Vehicle acquisition and asset costs
These are the components of the capital costs of your fleet which also includes vehicle financing and depreciation. Before deducing ways to control capital costs, it’s important to understand the how does the company sources the vehicles. Is it through buying or leasing? This is imperative to understand the financial position of the company and the related accounting procedures.
Acquiring a vehicle can either be in form of ownership or lease agreements.
1. Vehicle ownership:
The owner/company purchases the vehicle and thus maintains the ownership throughout that also includes all responsibilities for servicing and maintenance.
The company acquires the vehicles on agreement basis and leasing company maintains property ownership. Preventive vehicle maintenance is either scheduled by fleet managers or the leasing company carries out the timely checks based on the contract.

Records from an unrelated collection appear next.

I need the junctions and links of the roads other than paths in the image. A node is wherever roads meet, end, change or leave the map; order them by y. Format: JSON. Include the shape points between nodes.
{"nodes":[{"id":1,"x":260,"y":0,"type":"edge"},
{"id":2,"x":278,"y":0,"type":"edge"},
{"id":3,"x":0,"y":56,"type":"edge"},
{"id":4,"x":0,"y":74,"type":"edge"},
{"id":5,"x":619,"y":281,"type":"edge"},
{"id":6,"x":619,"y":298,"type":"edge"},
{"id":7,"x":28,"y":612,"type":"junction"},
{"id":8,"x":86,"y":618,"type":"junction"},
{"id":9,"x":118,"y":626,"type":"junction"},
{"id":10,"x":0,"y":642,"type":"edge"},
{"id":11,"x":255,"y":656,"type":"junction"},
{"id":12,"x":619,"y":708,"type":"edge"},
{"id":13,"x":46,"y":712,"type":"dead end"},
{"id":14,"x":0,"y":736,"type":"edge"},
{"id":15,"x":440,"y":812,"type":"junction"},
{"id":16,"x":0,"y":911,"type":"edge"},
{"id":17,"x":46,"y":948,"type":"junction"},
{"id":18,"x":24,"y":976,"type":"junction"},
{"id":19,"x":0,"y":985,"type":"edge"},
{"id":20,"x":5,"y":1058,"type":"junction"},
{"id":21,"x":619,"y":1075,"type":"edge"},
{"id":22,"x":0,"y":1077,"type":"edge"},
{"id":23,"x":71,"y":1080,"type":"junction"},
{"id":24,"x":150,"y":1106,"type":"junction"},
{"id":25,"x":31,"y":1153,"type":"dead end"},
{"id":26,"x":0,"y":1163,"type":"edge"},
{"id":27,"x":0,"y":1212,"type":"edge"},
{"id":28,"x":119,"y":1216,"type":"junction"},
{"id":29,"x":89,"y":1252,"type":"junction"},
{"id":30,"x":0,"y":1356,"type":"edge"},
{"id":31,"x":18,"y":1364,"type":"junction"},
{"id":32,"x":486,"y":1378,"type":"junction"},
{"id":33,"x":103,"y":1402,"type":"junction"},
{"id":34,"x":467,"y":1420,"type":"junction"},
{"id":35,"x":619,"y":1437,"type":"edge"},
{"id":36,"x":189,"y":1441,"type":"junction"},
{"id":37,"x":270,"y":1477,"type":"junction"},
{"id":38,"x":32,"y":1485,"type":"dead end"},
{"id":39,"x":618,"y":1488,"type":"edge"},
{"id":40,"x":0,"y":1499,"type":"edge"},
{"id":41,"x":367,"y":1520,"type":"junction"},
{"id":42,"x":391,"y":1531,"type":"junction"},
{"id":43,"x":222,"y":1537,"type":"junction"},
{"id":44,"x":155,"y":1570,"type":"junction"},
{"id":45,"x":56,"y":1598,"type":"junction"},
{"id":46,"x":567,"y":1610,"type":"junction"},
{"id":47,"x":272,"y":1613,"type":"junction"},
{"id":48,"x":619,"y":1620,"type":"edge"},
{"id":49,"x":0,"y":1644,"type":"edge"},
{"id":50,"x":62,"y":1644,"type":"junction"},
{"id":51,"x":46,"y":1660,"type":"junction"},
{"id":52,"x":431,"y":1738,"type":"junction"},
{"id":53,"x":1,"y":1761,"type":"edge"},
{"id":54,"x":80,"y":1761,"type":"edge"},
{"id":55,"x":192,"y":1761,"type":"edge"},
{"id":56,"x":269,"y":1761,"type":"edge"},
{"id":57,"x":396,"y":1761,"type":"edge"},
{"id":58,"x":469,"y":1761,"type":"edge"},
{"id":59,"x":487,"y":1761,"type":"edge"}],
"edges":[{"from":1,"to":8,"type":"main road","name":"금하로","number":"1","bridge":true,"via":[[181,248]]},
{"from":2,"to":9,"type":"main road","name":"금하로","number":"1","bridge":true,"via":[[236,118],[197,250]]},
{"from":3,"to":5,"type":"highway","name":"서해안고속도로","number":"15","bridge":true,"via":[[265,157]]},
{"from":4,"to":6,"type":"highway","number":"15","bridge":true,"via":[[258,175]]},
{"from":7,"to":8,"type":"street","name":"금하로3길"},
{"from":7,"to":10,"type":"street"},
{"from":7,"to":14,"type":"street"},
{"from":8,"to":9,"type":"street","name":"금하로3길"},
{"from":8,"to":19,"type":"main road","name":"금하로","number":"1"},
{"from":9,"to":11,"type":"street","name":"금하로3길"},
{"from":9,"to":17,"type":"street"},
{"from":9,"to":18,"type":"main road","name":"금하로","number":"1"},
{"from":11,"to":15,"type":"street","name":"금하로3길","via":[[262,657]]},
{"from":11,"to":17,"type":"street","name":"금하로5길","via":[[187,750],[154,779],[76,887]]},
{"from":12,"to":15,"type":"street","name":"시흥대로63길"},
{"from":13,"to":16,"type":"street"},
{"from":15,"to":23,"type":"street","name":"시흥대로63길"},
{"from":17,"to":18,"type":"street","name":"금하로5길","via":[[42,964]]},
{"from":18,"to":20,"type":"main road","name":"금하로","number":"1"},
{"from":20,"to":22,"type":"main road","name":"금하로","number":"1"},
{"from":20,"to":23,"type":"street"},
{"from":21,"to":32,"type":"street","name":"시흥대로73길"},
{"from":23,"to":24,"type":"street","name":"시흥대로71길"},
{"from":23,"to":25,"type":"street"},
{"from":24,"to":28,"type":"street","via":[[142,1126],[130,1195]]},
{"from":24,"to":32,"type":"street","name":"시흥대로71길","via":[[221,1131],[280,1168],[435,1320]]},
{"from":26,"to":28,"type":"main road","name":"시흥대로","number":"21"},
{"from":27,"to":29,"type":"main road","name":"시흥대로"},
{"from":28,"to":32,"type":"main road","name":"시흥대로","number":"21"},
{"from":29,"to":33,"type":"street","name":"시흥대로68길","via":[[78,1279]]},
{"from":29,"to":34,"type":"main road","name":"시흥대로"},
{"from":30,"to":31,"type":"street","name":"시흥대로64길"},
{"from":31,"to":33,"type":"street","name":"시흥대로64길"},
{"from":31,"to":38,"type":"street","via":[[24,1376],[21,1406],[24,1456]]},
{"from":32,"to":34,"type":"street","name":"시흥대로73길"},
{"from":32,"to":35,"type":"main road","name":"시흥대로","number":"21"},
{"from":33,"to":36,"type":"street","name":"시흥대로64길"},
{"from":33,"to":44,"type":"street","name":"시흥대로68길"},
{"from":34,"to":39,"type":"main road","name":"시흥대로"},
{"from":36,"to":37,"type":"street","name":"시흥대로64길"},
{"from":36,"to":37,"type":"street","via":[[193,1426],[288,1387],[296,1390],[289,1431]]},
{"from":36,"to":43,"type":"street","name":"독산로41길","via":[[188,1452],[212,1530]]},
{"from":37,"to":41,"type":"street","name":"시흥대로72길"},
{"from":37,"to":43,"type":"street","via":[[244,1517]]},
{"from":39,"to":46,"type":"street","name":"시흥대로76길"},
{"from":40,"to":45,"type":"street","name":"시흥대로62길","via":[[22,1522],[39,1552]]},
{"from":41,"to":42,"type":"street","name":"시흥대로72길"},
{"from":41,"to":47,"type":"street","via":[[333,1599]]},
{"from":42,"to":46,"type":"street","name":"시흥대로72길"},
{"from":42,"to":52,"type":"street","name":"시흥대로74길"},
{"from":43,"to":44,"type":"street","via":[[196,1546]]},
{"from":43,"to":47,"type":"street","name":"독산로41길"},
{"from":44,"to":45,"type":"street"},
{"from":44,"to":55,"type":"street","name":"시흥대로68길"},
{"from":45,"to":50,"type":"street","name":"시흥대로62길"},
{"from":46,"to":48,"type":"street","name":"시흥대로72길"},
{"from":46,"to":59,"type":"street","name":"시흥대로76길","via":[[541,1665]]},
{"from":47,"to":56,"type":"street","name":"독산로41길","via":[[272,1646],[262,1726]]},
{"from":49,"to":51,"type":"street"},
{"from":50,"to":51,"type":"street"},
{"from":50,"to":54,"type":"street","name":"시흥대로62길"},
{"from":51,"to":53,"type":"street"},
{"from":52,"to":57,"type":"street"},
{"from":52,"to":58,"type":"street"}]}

3. There could be separate fleet costs for employee owned vehicles used for company/ business purposes.
Considering the cost benefit analysis the fleet manager may find the most suitable option for vehicle utilization for business purposes. Depreciation is one of the key elements that accounts for the total cost of running fleet. Determining the vehicle lifetime value and maintenance requirements with proper usage guidelines to drivers will help to keep a check on this section of the capital cost.
Asset costs include the vehicle acquisition costs, lease value, installed equipment costs and insurance costs. Every equipment generates a disposal cost at the end of its lifetime and must be include under asset costs even when sold off. Surprisingly acquiring used vehicles could be sometimes beneficial depending the annual miles usage by the company and could lessen the cost for fleets.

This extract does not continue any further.